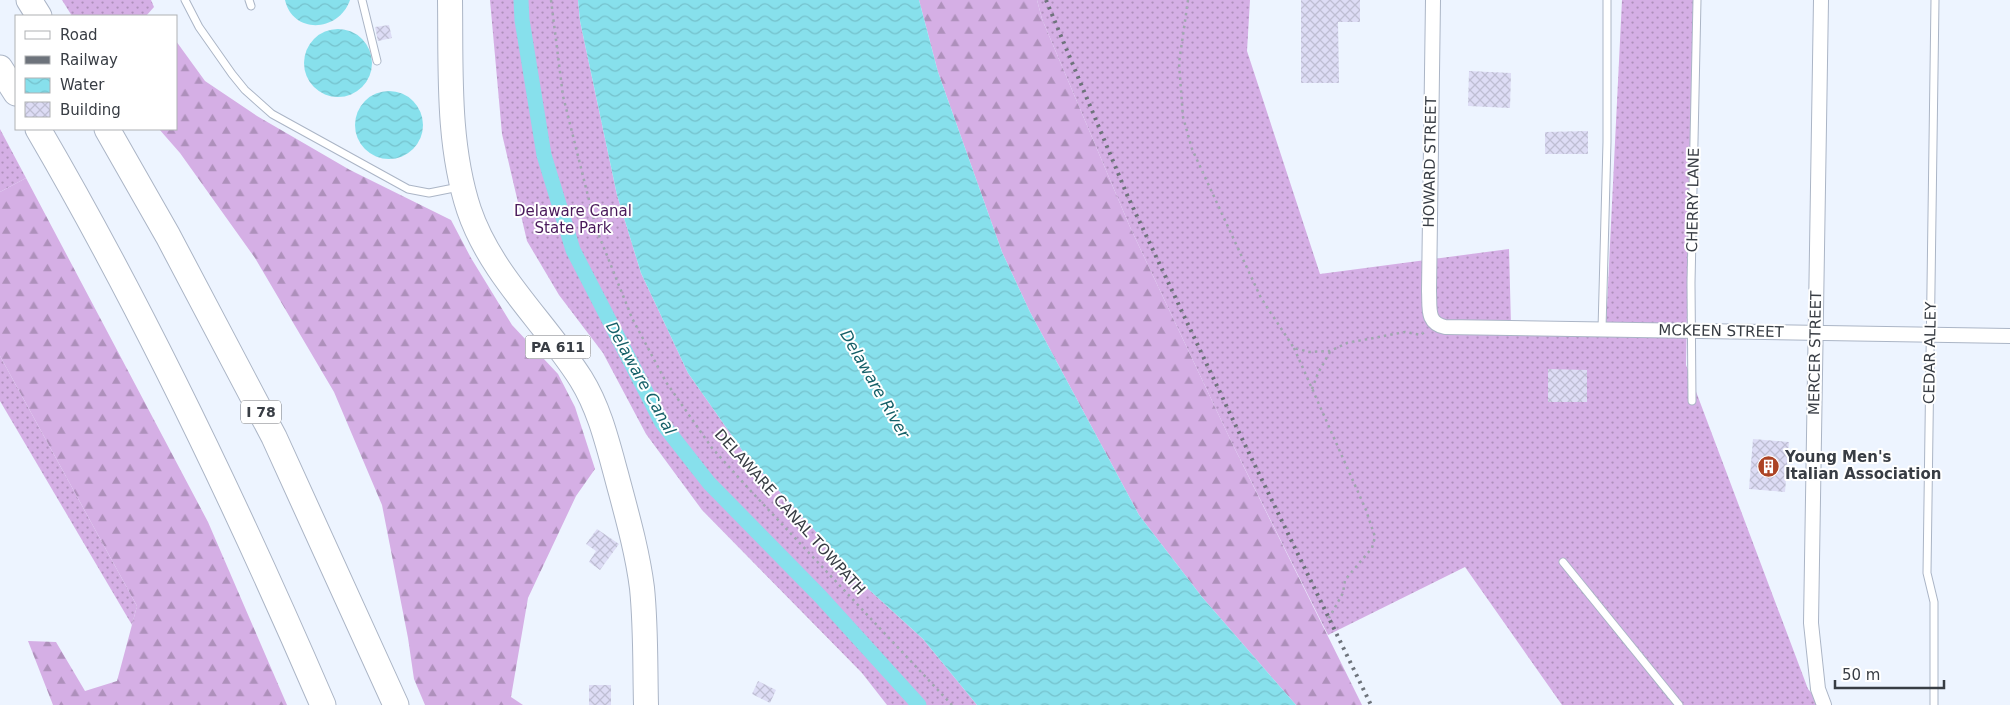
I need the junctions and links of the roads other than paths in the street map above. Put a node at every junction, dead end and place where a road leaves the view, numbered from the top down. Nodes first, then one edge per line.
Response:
1 (29, 0) edge
2 (185, 0) edge
3 (362, 0) edge
4 (450, 0) edge
5 (1433, 0) edge
6 (1607, 0) edge
7 (1697, 0) edge
8 (1821, 0) edge
9 (1934, 0) edge
10 (38, 15) edge
11 (377, 61) dead end
12 (0, 68) edge
13 (15, 91) edge
14 (39, 130) edge
15 (108, 130) edge
16 (463, 186) junction
17 (1434, 322) joint
18 (1602, 329) junction
19 (1692, 331) junction
20 (1815, 333) junction
21 (1930, 334) junction
22 (2010, 336) edge
23 (1692, 401) dead end
24 (1563, 562) dead end
25 (323, 705) edge
26 (396, 705) edge
27 (646, 705) edge
28 (1679, 705) edge
29 (1824, 705) edge
30 (1934, 705) edge

1 - 10 highway
2 - 16 lane
3 - 11 lane
4 - 16 highway, PA 611
5 - 17 street, HOWARD STREET
6 - 18 lane
7 - 19 lane, CHERRY LANE
8 - 20 street, MERCER STREET
9 - 21 lane, CEDAR ALLEY
12 - 13 highway
14 - 25 highway
15 - 26 highway, I 78
16 - 27 highway, PA 611
17 - 18 street, MCKEEN STREET
18 - 19 street, MCKEEN STREET
19 - 20 street, MCKEEN STREET
19 - 23 lane, CHERRY LANE
20 - 21 street, MCKEEN STREET
20 - 29 street, MERCER STREET
21 - 22 street, MCKEEN STREET
21 - 30 lane, CEDAR ALLEY
24 - 28 lane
---------------
Exercise:
Every line above should be copied exactly; do not carry over the pictures.

Task response:
I need the junctions and links of the roads other than paths in the street map above. Put a node at every junction, dead end and place where a road leaves the view, numbered from the top down. Nodes first, then one edge per line.
Response:
1 (29, 0) edge
2 (185, 0) edge
3 (362, 0) edge
4 (450, 0) edge
5 (1433, 0) edge
6 (1607, 0) edge
7 (1697, 0) edge
8 (1821, 0) edge
9 (1934, 0) edge
10 (38, 15) edge
11 (377, 61) dead end
12 (0, 68) edge
13 (15, 91) edge
14 (39, 130) edge
15 (108, 130) edge
16 (463, 186) junction
17 (1434, 322) joint
18 (1602, 329) junction
19 (1692, 331) junction
20 (1815, 333) junction
21 (1930, 334) junction
22 (2010, 336) edge
23 (1692, 401) dead end
24 (1563, 562) dead end
25 (323, 705) edge
26 (396, 705) edge
27 (646, 705) edge
28 (1679, 705) edge
29 (1824, 705) edge
30 (1934, 705) edge

1 - 10 highway
2 - 16 lane
3 - 11 lane
4 - 16 highway, PA 611
5 - 17 street, HOWARD STREET
6 - 18 lane
7 - 19 lane, CHERRY LANE
8 - 20 street, MERCER STREET
9 - 21 lane, CEDAR ALLEY
12 - 13 highway
14 - 25 highway
15 - 26 highway, I 78
16 - 27 highway, PA 611
17 - 18 street, MCKEEN STREET
18 - 19 street, MCKEEN STREET
19 - 20 street, MCKEEN STREET
19 - 23 lane, CHERRY LANE
20 - 21 street, MCKEEN STREET
20 - 29 street, MERCER STREET
21 - 22 street, MCKEEN STREET
21 - 30 lane, CEDAR ALLEY
24 - 28 lane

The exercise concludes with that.